Dr. Ramos reviewed patient films and medical charts prior to the procedures.  Patients were prepped, positioned and draped appropriately.  Surgical sterility was maintained during the cases.  The first case is a fairly straight forward laparoscopic case – and everything proceeds rapidly, in an uncomplicated fashion.  45 minutes later, and the procedure is over – and Dr. Ramos is typing his operative note.

Dr. Gabriel Ramos in the operating room

But the second case is not – and Dr. Ramos knows it going in..

The case is an extensive tumor resection, where Dr. Ramos painstakingly removes several areas of implants (or tumor tissue that has spread throughout the abdomen, separate from the original tumor).

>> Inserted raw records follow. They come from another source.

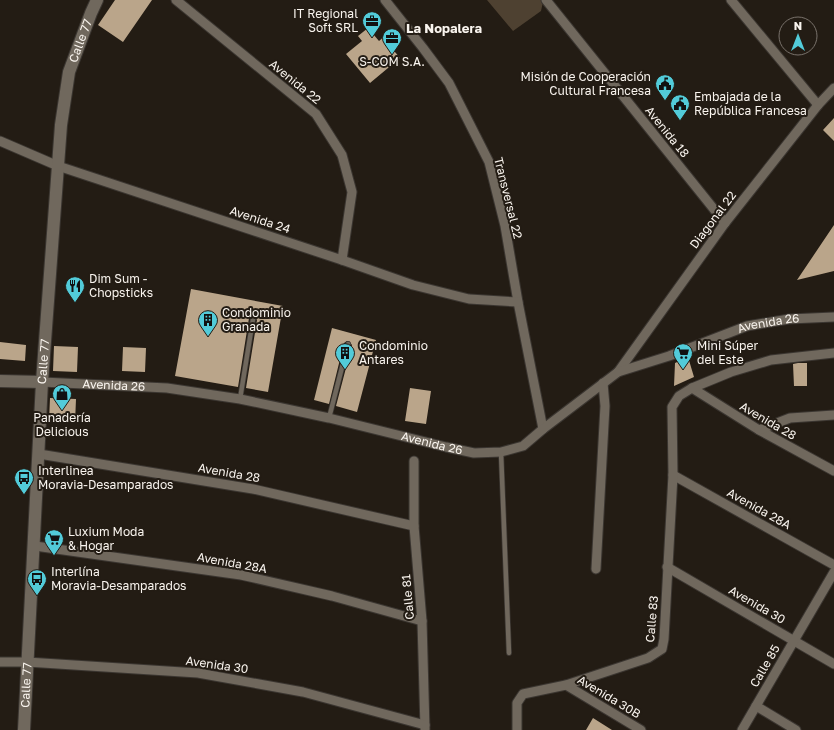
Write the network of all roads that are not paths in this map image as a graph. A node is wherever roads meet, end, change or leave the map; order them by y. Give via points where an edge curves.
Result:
1 (97, 0) edge
2 (176, 0) edge
3 (385, 0) edge
4 (546, 0) edge
5 (731, 0) edge
6 (834, 88) edge
7 (818, 105) junction
8 (0, 141) edge
9 (58, 166) junction
10 (725, 223) junction
11 (342, 260) junction
12 (518, 302) junction
13 (834, 317) edge
14 (254, 318) dead end
15 (348, 344) dead end
16 (834, 353) edge
17 (618, 372) junction
18 (0, 381) edge
19 (42, 382) junction
20 (603, 383) junction
21 (692, 388) junction
22 (240, 399) junction
23 (834, 415) edge
24 (329, 418) junction
25 (543, 429) junction
26 (759, 430) junction
27 (500, 452) junction
28 (38, 454) junction
29 (414, 461) dead end
30 (834, 471) edge
31 (673, 475) junction
32 (414, 526) junction
33 (35, 546) junction
34 (834, 565) edge
35 (667, 567) junction
36 (596, 569) dead end
37 (834, 572) edge
38 (422, 621) junction
39 (794, 640) junction
40 (509, 653) dead end
41 (0, 662) edge
42 (27, 662) junction
43 (834, 664) edge
44 (566, 685) junction
45 (756, 706) junction
46 (425, 728) edge
47 (24, 730) edge
48 (517, 730) edge
49 (640, 730) edge
50 (742, 730) edge
51 (796, 730) edge

1 - 9 street, Calle 77 via 69,72
2 - 11 street, Avenida 22 via 316,114 342,155 352,192
3 - 12 street, Transversal 22 via 449,83 489,162 505,226
4 - 10 street, Avenida 18
5 - 7 street
6 - 7 street, Diagonal 22
7 - 10 street, Diagonal 22
8 - 9 street, Avenida 24
9 - 11 street, Avenida 24
9 - 19 street, Calle 77
10 - 17 street, Diagonal 22
11 - 12 street, Avenida 24 via 413,285 469,299
12 - 25 street, Transversal 22
13 - 17 street, Avenida 26 via 789,319 747,326
14 - 22 lane
15 - 24 lane
16 - 21 street via 770,360
17 - 20 street, Avenida 26
18 - 19 street, Avenida 26
19 - 22 street, Avenida 26 via 166,388
19 - 28 street, Calle 77
20 - 25 street, Avenida 26
20 - 36 street
21 - 26 street, Avenida 28
21 - 31 street, Calle 83 via 679,396 672,407
22 - 24 street, Avenida 26
23 - 26 street via 790,418
24 - 27 street, Avenida 26 via 474,453
25 - 27 street, Avenida 26 via 523,446
26 - 30 street, Avenida 28
27 - 40 lane
28 - 32 street, Avenida 28 via 253,489
28 - 33 street, Calle 77
29 - 32 street, Calle 81
31 - 34 street, Avenida 28A
31 - 35 street, Calle 83
32 - 38 street, Calle 81
33 - 38 street, Avenida 28A via 241,575 332,596
33 - 42 street, Calle 77
35 - 39 street, Avenida 30
35 - 44 street, Calle 83 via 662,649 648,658
37 - 39 street, Calle 85
38 - 46 street, Calle 81
39 - 43 street, Avenida 30
39 - 45 street, Calle 85
41 - 42 street, Avenida 30
42 - 46 street, Avenida 30 via 198,673 303,692
42 - 47 street, Calle 77
44 - 48 street, Calle 83 via 524,694 517,703
44 - 49 street, Avenida 30B
45 - 50 street, Calle 85
45 - 51 street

The difference between being able to surgical remove all of the sites and being unable to remove all of the gross disease is the difference between a possible surgical ‘cure’ and a ‘de-bulking’ procedure, Dr. Ramos explains.  As always, when entering these surgeries, Dr. Ramos and his team do everything possible to go for surgical eradication of disease.  The patient will still need adjunctive therapy (chemotherapy) to treat any microscopic cancer cells, but the prognosis is better than in cases where gross disease is left behind*.  During this surgery, after extended exploration – it looks like Dr. Ramos was able to get everything.

“It’s not pretty,” he admits, “but in these types of cases, aesthetics are the last priority,” [behind removing all the tumor].  Despite that – the aesthetics after this large surgery are not as worrisome as one might have imagined.

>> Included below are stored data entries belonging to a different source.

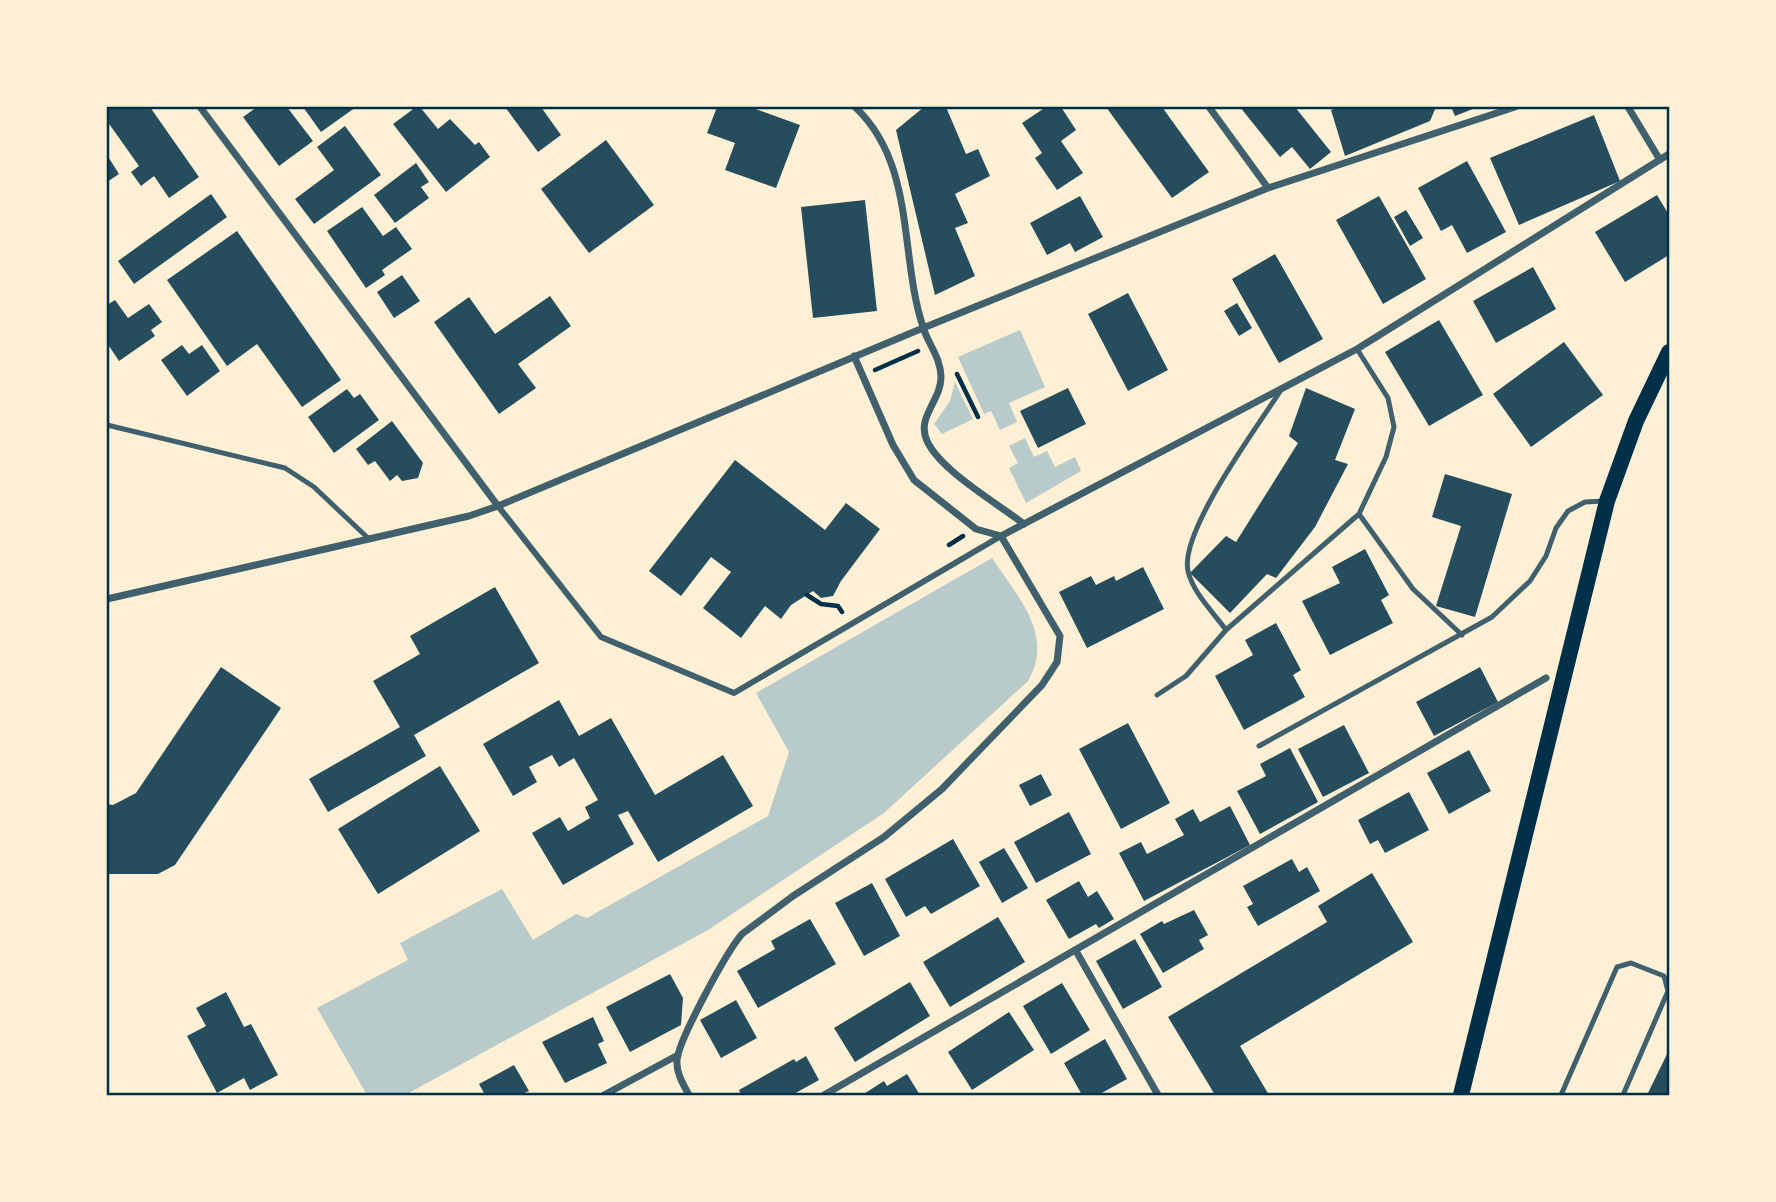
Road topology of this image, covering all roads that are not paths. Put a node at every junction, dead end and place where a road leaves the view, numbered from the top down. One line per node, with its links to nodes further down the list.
1 (200, 107): 16 (street)
2 (855, 107): 9 (street)
3 (1209, 107): 8 (street)
4 (1515, 107): 8 (street)
5 (1628, 107): 7 (street)
6 (1669, 154): 7 (street)
7 (1660, 160): 10 (street)
8 (1268, 188): 9 (street)
9 (923, 328): 12 (street); 18 (street)
10 (1357, 349): 13 (street); 17 (lane)
11 (1669, 352): 15 (main road)
12 (855, 356): 16 (street); 19 (street)
13 (1284, 385): 18 (street); 22 (lane)
14 (107, 425): 20 (lane)
15 (1607, 501): 23 (lane); 33 (main road)
16 (498, 506): 19 (street); 20 (street)
17 (1359, 514): 22 (lane); 23 (lane)
18 (1024, 524): 19 (street)
19 (1002, 536): 28 (street)
20 (369, 539): 21 (street)
21 (107, 599)
22 (1226, 630): 25 (lane)
23 (1462, 635): 26 (lane)
24 (1546, 678): 27 (street)
25 (1157, 695)
26 (1259, 746)
27 (1076, 951): 31 (street); 32 (street)
28 (678, 1055): 29 (street); 30 (street)
29 (604, 1095)
30 (689, 1095)
31 (824, 1095)
32 (1158, 1095)
33 (1461, 1095)
34 (1561, 1095): 35 (lane)
35 (1623, 1095)

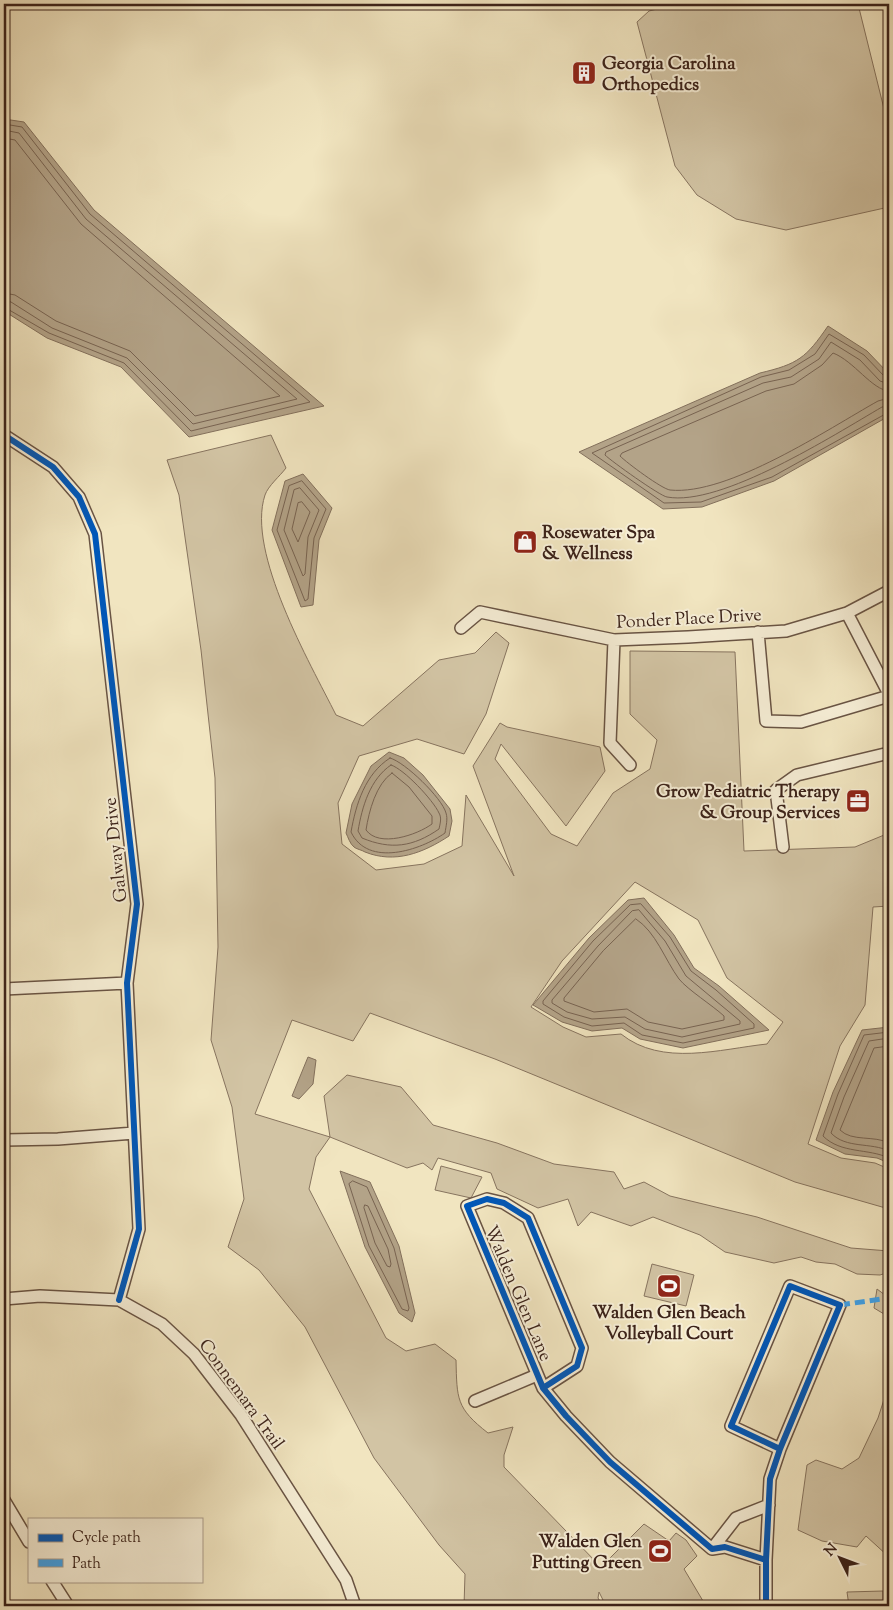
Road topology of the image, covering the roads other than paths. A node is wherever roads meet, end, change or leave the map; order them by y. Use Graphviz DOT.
graph roads {
  1 [pos="4,435"];
  2 [pos="889,590"];
  3 [pos="847,613"];
  4 [pos="461,628"];
  5 [pos="758,632"];
  6 [pos="614,640"];
  7 [pos="889,695"];
  8 [pos="889,753"];
  9 [pos="630,765"];
  10 [pos="783,848"];
  11 [pos="127,983"];
  12 [pos="4,989"];
  13 [pos="134,1132"];
  14 [pos="4,1140"];
  15 [pos="4,1299"];
  16 [pos="119,1300"];
  17 [pos="537,1375"];
  18 [pos="543,1388"];
  19 [pos="476,1401"];
  20 [pos="780,1449"];
  21 [pos="4,1500"];
  22 [pos="769,1506"];
  23 [pos="28,1540"];
  24 [pos="712,1549"];
  25 [pos="766,1560"];
  26 [pos="53,1582"];
  27 [pos="68,1606"];
  28 [pos="355,1606"];
  29 [pos="766,1606"];
  1 -- 11 [label="street, Galway Drive"];
  2 -- 3 [label="street, Ponder Place Drive"];
  3 -- 5 [label="street, Ponder Place Drive"];
  3 -- 7 [label="street"];
  4 -- 6 [label="street, Ponder Place Drive"];
  5 -- 6 [label="street, Ponder Place Drive"];
  5 -- 7 [label="street"];
  6 -- 9 [label="street"];
  8 -- 10 [label="street"];
  11 -- 12 [label="street"];
  11 -- 13 [label="street, Galway Drive"];
  13 -- 14 [label="street"];
  13 -- 16 [label="street, Galway Drive"];
  15 -- 16 [label="street, Connemara Trail"];
  16 -- 28 [label="street, Connemara Trail"];
  17 -- 18 [label="street, Walden Glen Lane"];
  17 -- 18 [label="street, Walden Glen Lane"];
  17 -- 19 [label="street, Walden Glen Lane"];
  18 -- 24 [label="street, Walden Glen Lane"];
  20 -- 20 [label="street"];
  20 -- 22 [label="street"];
  21 -- 23 [label="street"];
  22 -- 24 [label="street"];
  22 -- 25 [label="street"];
  24 -- 25 [label="street"];
  25 -- 29 [label="street"];
  26 -- 27 [label="street"];
}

The patient will have a large abdominal scar – but nothing that differs from most surgical scars in the pre-laparoscopy era.  [I admit I may be jaded in this respect after seeing so many surgeries] – It is several inches long, but there are no obvious defects, the scar is straight and neatly aligned at the conclusion of the case – and the umbilicus “belly-button” was spared.

after the successful removal of a large tumor

As I walk out of the hospital into the 95 degree heat at 11 o’clock at night – I admit surprise and revise my opinion of Dr. Ramos – he is better than I expected, (he is more than just the kid next door), and he deserves credit for such.

*This may happen due to the location of metastatic lesions – not all lesions are surgically removable.  (Tumor tissue may attach to major blood vessels such as the abdominal aorta, or other tissue that cannot be removed without seriously compromising the patient.)  In those cases, surgeons try to remove as much disease as possible – called ‘de-bulking’ knowing that they will have to leave tumor behind.